(Collected data entries)
──────

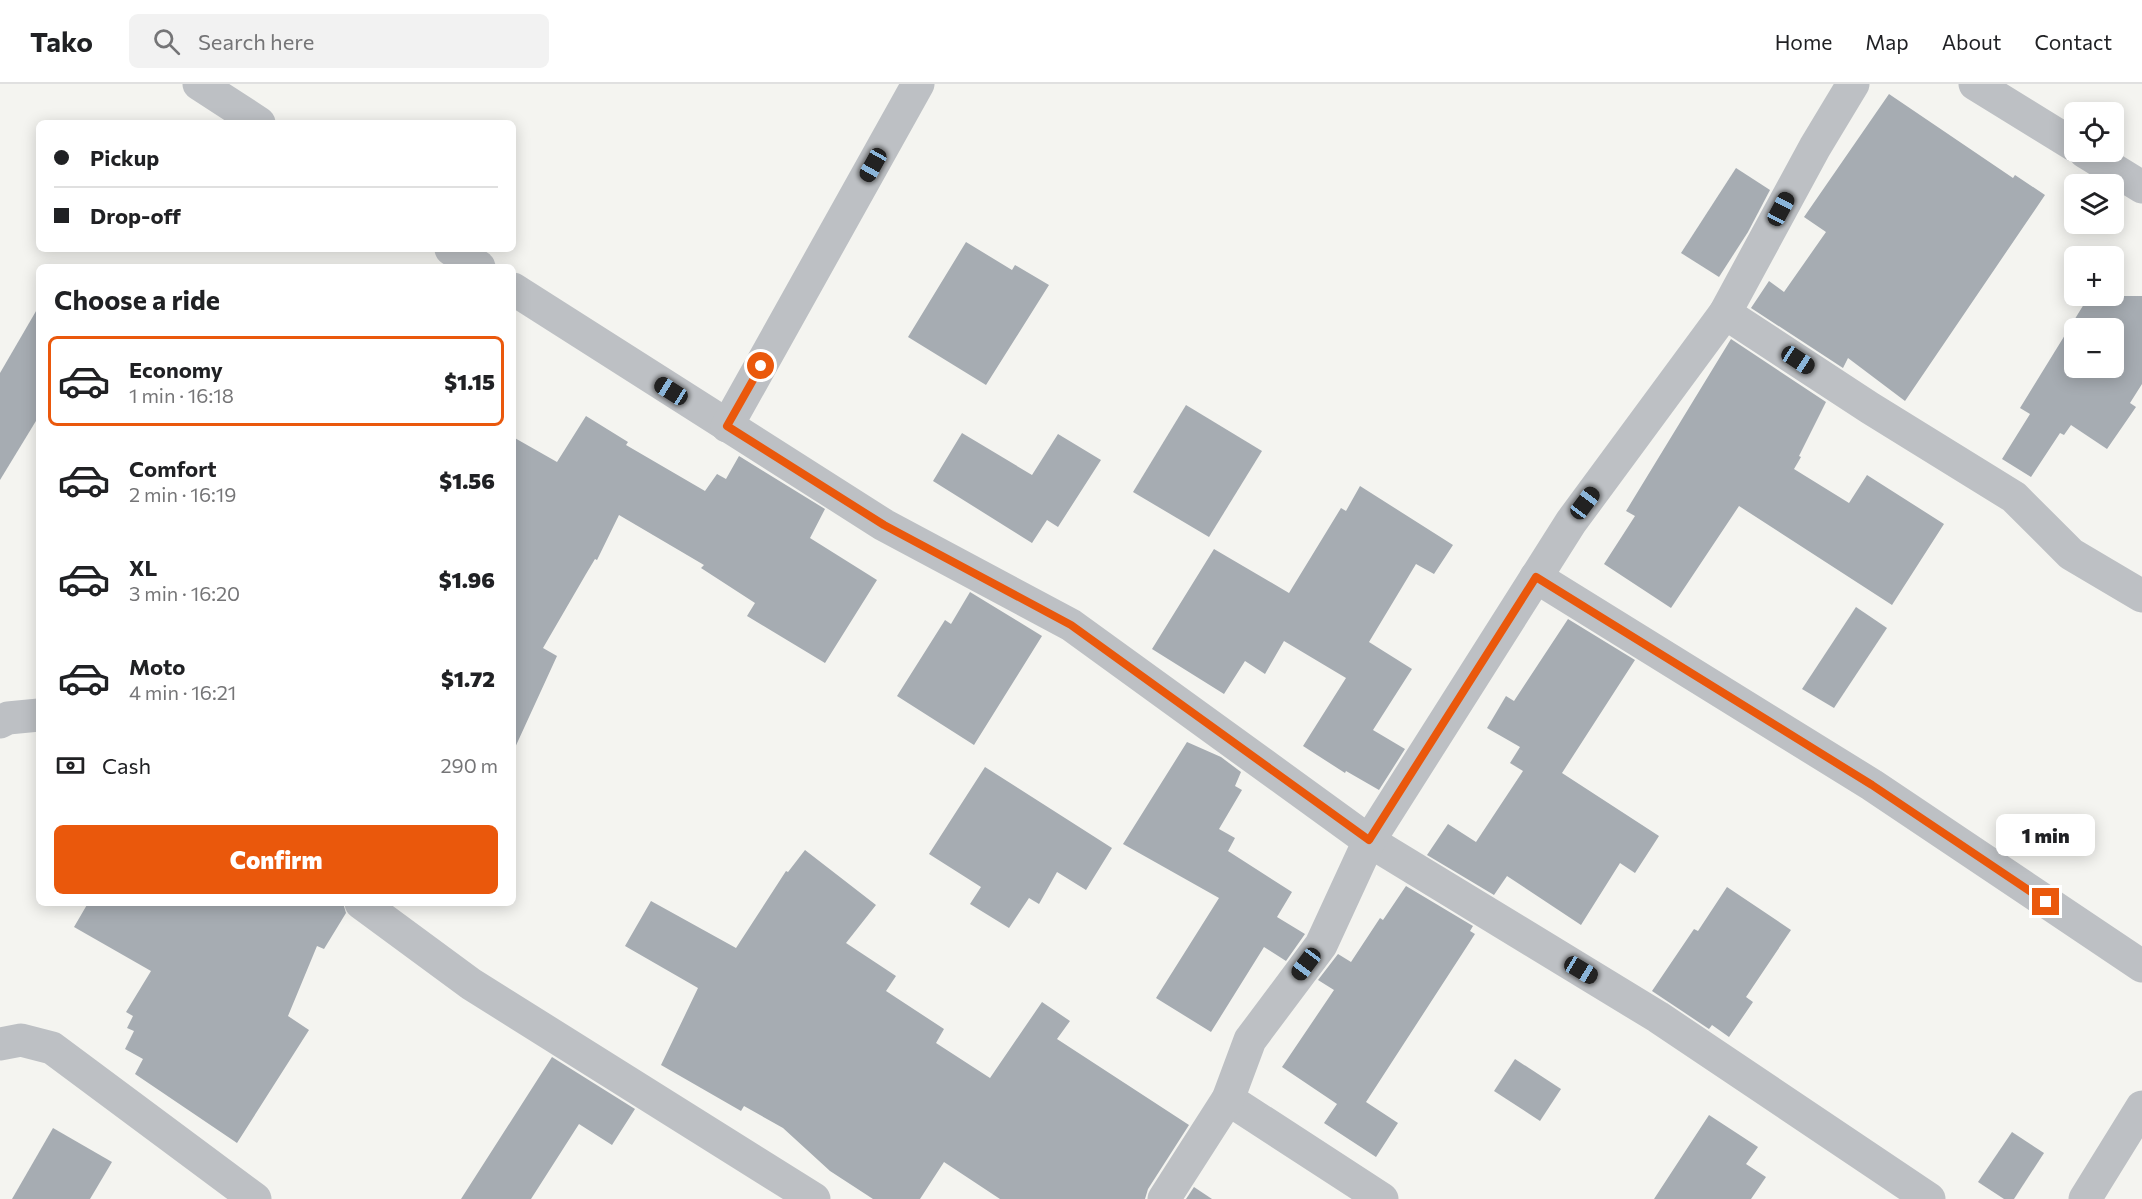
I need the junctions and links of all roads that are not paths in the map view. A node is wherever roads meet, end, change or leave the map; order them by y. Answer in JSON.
{"nodes":[{"id":1,"x":199,"y":84,"type":"edge"},
{"id":2,"x":918,"y":84,"type":"edge"},
{"id":3,"x":1853,"y":84,"type":"edge"},
{"id":4,"x":1975,"y":84,"type":"edge"},
{"id":5,"x":254,"y":120,"type":"edge"},
{"id":6,"x":2064,"y":139,"type":"edge"},
{"id":7,"x":2101,"y":162,"type":"edge"},
{"id":8,"x":2142,"y":187,"type":"edge"},
{"id":9,"x":456,"y":252,"type":"edge"},
{"id":10,"x":474,"y":264,"type":"edge"},
{"id":11,"x":516,"y":291,"type":"edge"},
{"id":12,"x":1725,"y":313,"type":"junction"},
{"id":13,"x":727,"y":426,"type":"junction"},
{"id":14,"x":1536,"y":577,"type":"junction"},
{"id":15,"x":2142,"y":596,"type":"edge"},
{"id":16,"x":36,"y":715,"type":"edge"},
{"id":17,"x":0,"y":722,"type":"edge"},
{"id":18,"x":1369,"y":840,"type":"junction"},
{"id":19,"x":365,"y":906,"type":"edge"},
{"id":20,"x":2142,"y":966,"type":"edge"},
{"id":21,"x":0,"y":1044,"type":"edge"},
{"id":22,"x":1228,"y":1099,"type":"junction"},
{"id":23,"x":2142,"y":1107,"type":"edge"},
{"id":24,"x":255,"y":1199,"type":"edge"},
{"id":25,"x":814,"y":1199,"type":"edge"},
{"id":26,"x":1164,"y":1199,"type":"edge"},
{"id":27,"x":1382,"y":1199,"type":"edge"},
{"id":28,"x":1929,"y":1199,"type":"edge"},
{"id":29,"x":2085,"y":1199,"type":"edge"}],
"edges":[{"from":1,"to":5,"type":"street"},
{"from":2,"to":13,"type":"street"},
{"from":3,"to":12,"type":"street"},
{"from":4,"to":6,"type":"street"},
{"from":7,"to":8,"type":"street"},
{"from":9,"to":10,"type":"street"},
{"from":11,"to":13,"type":"street"},
{"from":12,"to":14,"type":"street"},
{"from":12,"to":15,"type":"street"},
{"from":13,"to":18,"type":"street"},
{"from":14,"to":18,"type":"street"},
{"from":14,"to":20,"type":"street"},
{"from":16,"to":17,"type":"street"},
{"from":18,"to":22,"type":"street"},
{"from":18,"to":28,"type":"street"},
{"from":19,"to":25,"type":"street"},
{"from":21,"to":24,"type":"street"},
{"from":22,"to":26,"type":"street"},
{"from":22,"to":27,"type":"street"},
{"from":23,"to":29,"type":"street"}]}
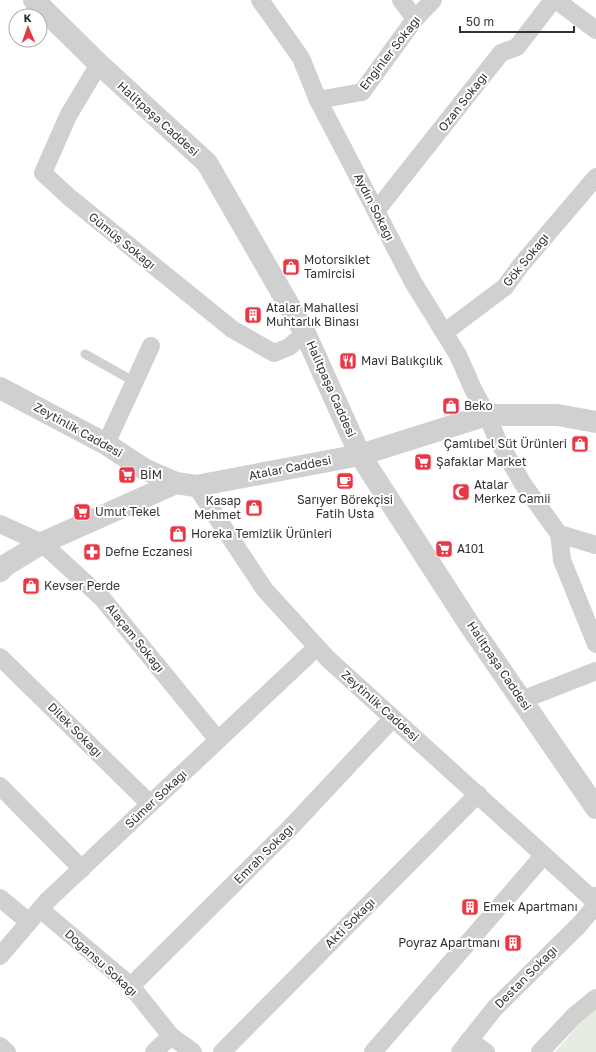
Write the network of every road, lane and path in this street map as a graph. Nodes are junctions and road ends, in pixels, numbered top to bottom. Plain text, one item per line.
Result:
1 (34, 0) edge
2 (260, 0) edge
3 (401, 0) edge
4 (433, 0) edge
5 (560, 1) edge
6 (415, 19) junction
7 (596, 30) edge
8 (99, 64) junction
9 (318, 100) junction
10 (596, 177) edge
11 (376, 211) junction
12 (445, 332) junction
13 (305, 333) junction
14 (151, 346) dead end
15 (85, 354) dead end
16 (135, 382) junction
17 (0, 388) edge
18 (488, 416) junction
19 (596, 422) edge
20 (106, 444) junction
21 (360, 455) junction
22 (186, 484) junction
23 (0, 524) edge
24 (559, 534) junction
25 (42, 543) junction
26 (596, 545) edge
27 (0, 571) edge
28 (596, 644) edge
29 (317, 647) junction
30 (0, 656) edge
31 (596, 671) edge
32 (522, 700) junction
33 (393, 718) junction
34 (218, 740) junction
35 (0, 786) edge
36 (478, 794) junction
37 (150, 804) junction
38 (596, 808) edge
39 (544, 855) junction
40 (82, 869) junction
41 (596, 896) edge
42 (0, 898) edge
43 (596, 905) edge
44 (35, 916) junction
45 (0, 956) edge
46 (131, 986) junction
47 (596, 998) edge
48 (171, 1036) junction
49 (0, 1046) edge
50 (464, 1046) edge
51 (6, 1052) edge
52 (154, 1052) edge
53 (193, 1052) edge
54 (222, 1052) edge
55 (373, 1052) edge
56 (486, 1052) edge
57 (540, 1052) edge

1 - 8 street, Halitpaşa Caddesi
2 - 9 street, Aydın Sokağı
3 - 6 street
4 - 6 street, Enginler Sokağı
5 - 7 street
5 - 11 street, Ozan Sokağı
6 - 9 street, Enginler Sokağı
8 - 13 street, Halitpaşa Caddesi
8 - 13 street, Gümüş Sokağı
9 - 11 street, Aydın Sokağı
10 - 12 street, Gök Sokağı
11 - 12 street, Aydın Sokağı
12 - 18 street, Aydın Sokağı
13 - 21 street, Halitpaşa Caddesi
14 - 16 street
15 - 16 lane
16 - 20 street
17 - 20 street, Zeytinlik Caddesi
18 - 19 street, Atalar Caddesi
18 - 21 street, Atalar Caddesi
18 - 24 street, Aydın Sokağı
20 - 22 street, Zeytinlik Caddesi
21 - 22 street, Atalar Caddesi
21 - 32 street, Halitpaşa Caddesi
22 - 25 street, Atalar Caddesi
22 - 29 street, Zeytinlik Caddesi
23 - 25 street, Alaçam Sokağı
24 - 26 street
24 - 28 street
25 - 27 street, Atalar Caddesi
25 - 34 street, Alaçam Sokağı
29 - 33 street, Zeytinlik Caddesi
29 - 34 street, Sümer Sokağı
30 - 37 street, Dilek Sokağı
31 - 32 street
32 - 38 street, Halitpaşa Caddesi
33 - 36 street, Zeytinlik Caddesi
33 - 46 street, Emrah Sokağı
34 - 37 street, Sümer Sokağı
35 - 40 street
36 - 39 street, Zeytinlik Caddesi
36 - 54 street, Akti Sokağı
37 - 40 street, Sümer Sokağı
39 - 41 street, Zeytinlik Caddesi
39 - 55 street
40 - 44 street, Sümer Sokağı
42 - 44 street, Doğansu Sokağı
43 - 50 street, Destan Sokağı
44 - 45 street, Sümer Sokağı
44 - 46 street, Doğansu Sokağı
46 - 48 street, Doğansu Sokağı
47 - 57 street
48 - 52 street
48 - 53 street, Doğansu Sokağı
49 - 51 street
50 - 56 street

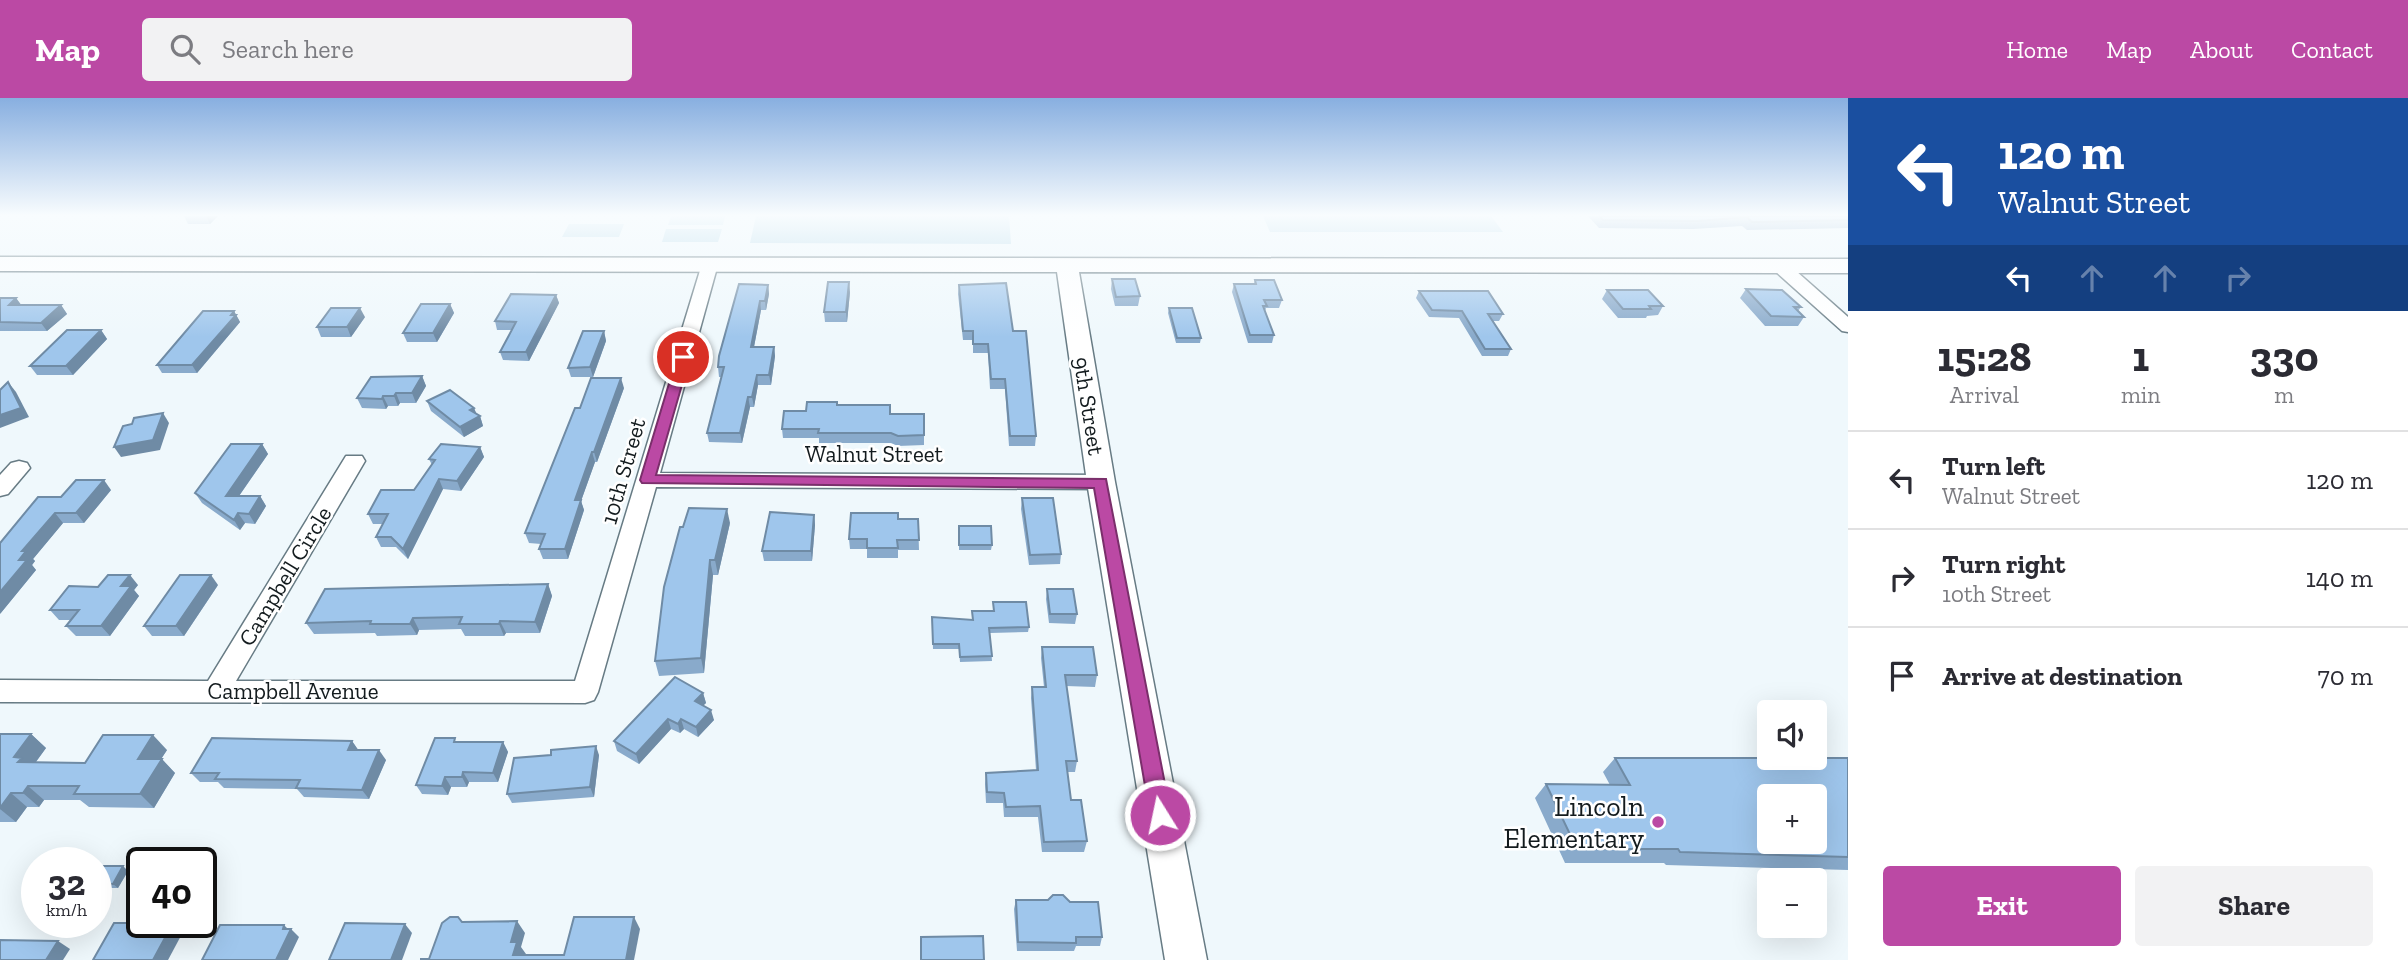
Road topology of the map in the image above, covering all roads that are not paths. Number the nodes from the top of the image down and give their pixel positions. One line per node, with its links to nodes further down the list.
1 (0, 264): 2 (street)
2 (710, 264): 3 (street); 9 (street, 10th Street)
3 (1068, 266): 5 (street); 10 (street, 9th Street)
4 (1848, 266): 5 (street)
5 (1781, 267): 6 (street)
6 (1848, 327)
7 (354, 461): 13 (street, Campbell Circle)
8 (19, 468): 11 (street)
9 (647, 480): 10 (street, Walnut Street); 14 (street, 10th Street)
10 (1101, 482): 15 (street, 9th Street)
11 (0, 489)
12 (0, 691): 13 (street, Campbell Avenue)
13 (216, 691): 14 (street, Campbell Avenue)
14 (585, 692)
15 (1186, 960)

──────

Every line in the data above that contains "Sümer" needs to be copied.

29 - 34 street, Sümer Sokağı
34 - 37 street, Sümer Sokağı
37 - 40 street, Sümer Sokağı
40 - 44 street, Sümer Sokağı
44 - 45 street, Sümer Sokağı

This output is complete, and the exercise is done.